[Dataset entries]
[Start of section]

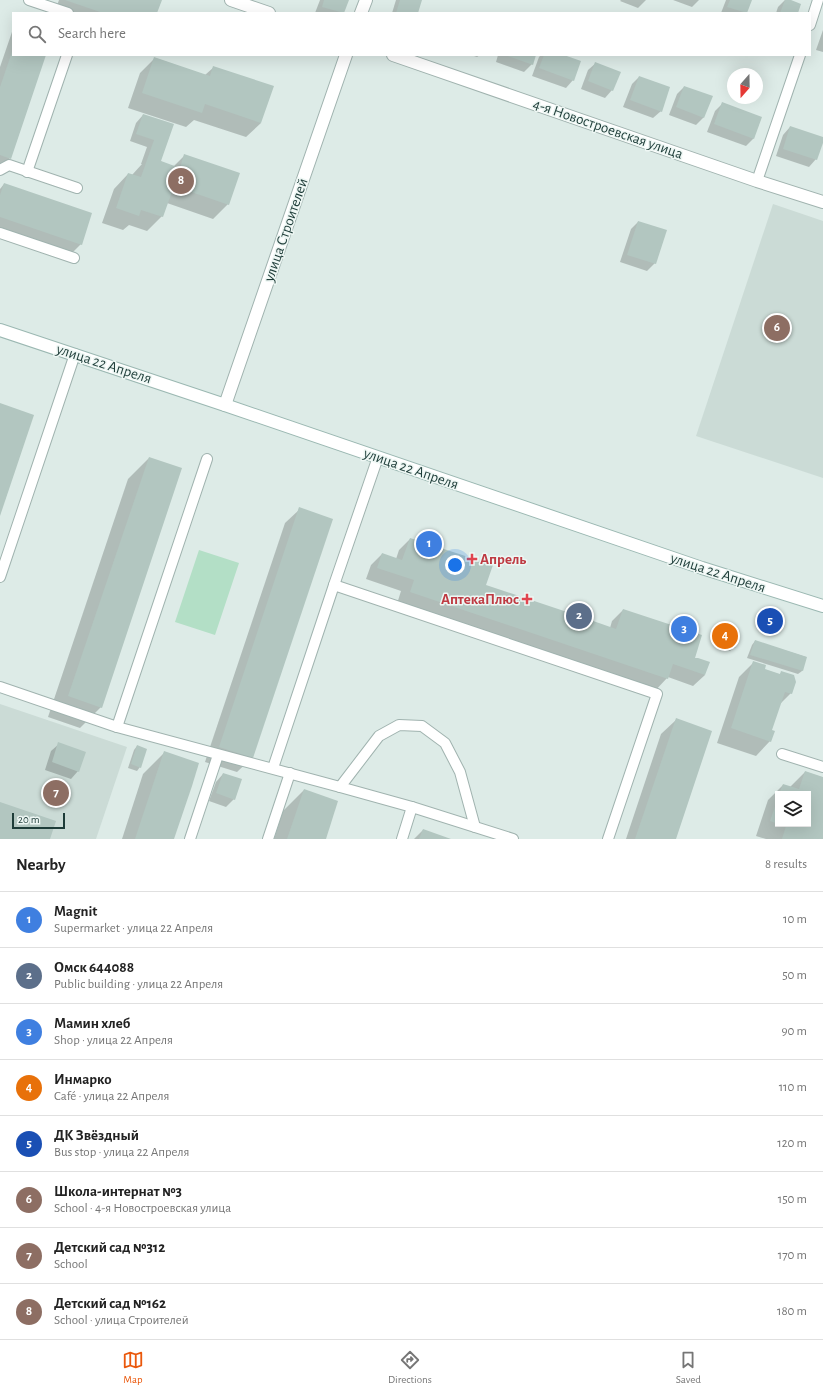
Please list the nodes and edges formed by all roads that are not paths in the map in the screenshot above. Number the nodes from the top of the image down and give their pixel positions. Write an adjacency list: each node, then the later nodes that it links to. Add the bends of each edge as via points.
1 (29, 0): 5 (lane)
2 (231, 0): 7 (street)
3 (366, 0): 8 (street)
4 (818, 0): 9 (lane)
5 (57, 4): 6 (lane)
6 (67, 12)
7 (266, 12)
8 (361, 12)
9 (811, 22)
10 (67, 56): 15 (lane)
11 (346, 56): 23 (street, улица Строителей)
12 (395, 56): 16 (street, 4-я Новостроевская улица)
13 (800, 56): 16 (lane)
14 (0, 170): 15 (lane, via 9,165)
15 (27, 172): 17 (lane)
16 (757, 181): 18 (street, 4-я Новостроевская улица)
17 (77, 188)
18 (823, 202)
19 (0, 233): 20 (lane)
20 (74, 258)
21 (0, 330): 22 (street, улица 22 Апреля)
22 (75, 354): 23 (street, улица 22 Апреля); 26 (lane)
23 (225, 405): 24 (street, улица 22 Апреля)
24 (378, 457): 27 (lane); 28 (street, улица 22 Апреля, via 702,568)
25 (207, 459): 30 (lane)
26 (0, 577)
27 (334, 585): 34 (lane); 43 (lane, via 657,694)
28 (823, 606)
29 (0, 687): 30 (lane)
30 (117, 727): 32 (lane)
31 (782, 754): 33 (lane)
32 (218, 755): 34 (lane); 39 (lane)
33 (823, 767)
34 (273, 768): 35 (lane)
35 (290, 773): 36 (lane); 40 (lane)
36 (340, 787): 37 (lane); 38 (lane, via 379,736 399,725 422,726 445,743 460,772)
37 (412, 807): 38 (lane); 41 (lane)
38 (475, 827): 42 (lane)
39 (190, 839)
40 (268, 839)
41 (402, 839)
42 (513, 839)
43 (608, 839)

[End of section]

### [What the task asks]
Copy every entry word for word, but omit the pictures.

### [Response box]
Please list the nodes and edges formed by all roads that are not paths in the map in the screenshot above. Number the nodes from the top of the image down and give their pixel positions. Write an adjacency list: each node, then the later nodes that it links to. Add the bends of each edge as via points.
1 (29, 0): 5 (lane)
2 (231, 0): 7 (street)
3 (366, 0): 8 (street)
4 (818, 0): 9 (lane)
5 (57, 4): 6 (lane)
6 (67, 12)
7 (266, 12)
8 (361, 12)
9 (811, 22)
10 (67, 56): 15 (lane)
11 (346, 56): 23 (street, улица Строителей)
12 (395, 56): 16 (street, 4-я Новостроевская улица)
13 (800, 56): 16 (lane)
14 (0, 170): 15 (lane, via 9,165)
15 (27, 172): 17 (lane)
16 (757, 181): 18 (street, 4-я Новостроевская улица)
17 (77, 188)
18 (823, 202)
19 (0, 233): 20 (lane)
20 (74, 258)
21 (0, 330): 22 (street, улица 22 Апреля)
22 (75, 354): 23 (street, улица 22 Апреля); 26 (lane)
23 (225, 405): 24 (street, улица 22 Апреля)
24 (378, 457): 27 (lane); 28 (street, улица 22 Апреля, via 702,568)
25 (207, 459): 30 (lane)
26 (0, 577)
27 (334, 585): 34 (lane); 43 (lane, via 657,694)
28 (823, 606)
29 (0, 687): 30 (lane)
30 (117, 727): 32 (lane)
31 (782, 754): 33 (lane)
32 (218, 755): 34 (lane); 39 (lane)
33 (823, 767)
34 (273, 768): 35 (lane)
35 (290, 773): 36 (lane); 40 (lane)
36 (340, 787): 37 (lane); 38 (lane, via 379,736 399,725 422,726 445,743 460,772)
37 (412, 807): 38 (lane); 41 (lane)
38 (475, 827): 42 (lane)
39 (190, 839)
40 (268, 839)
41 (402, 839)
42 (513, 839)
43 (608, 839)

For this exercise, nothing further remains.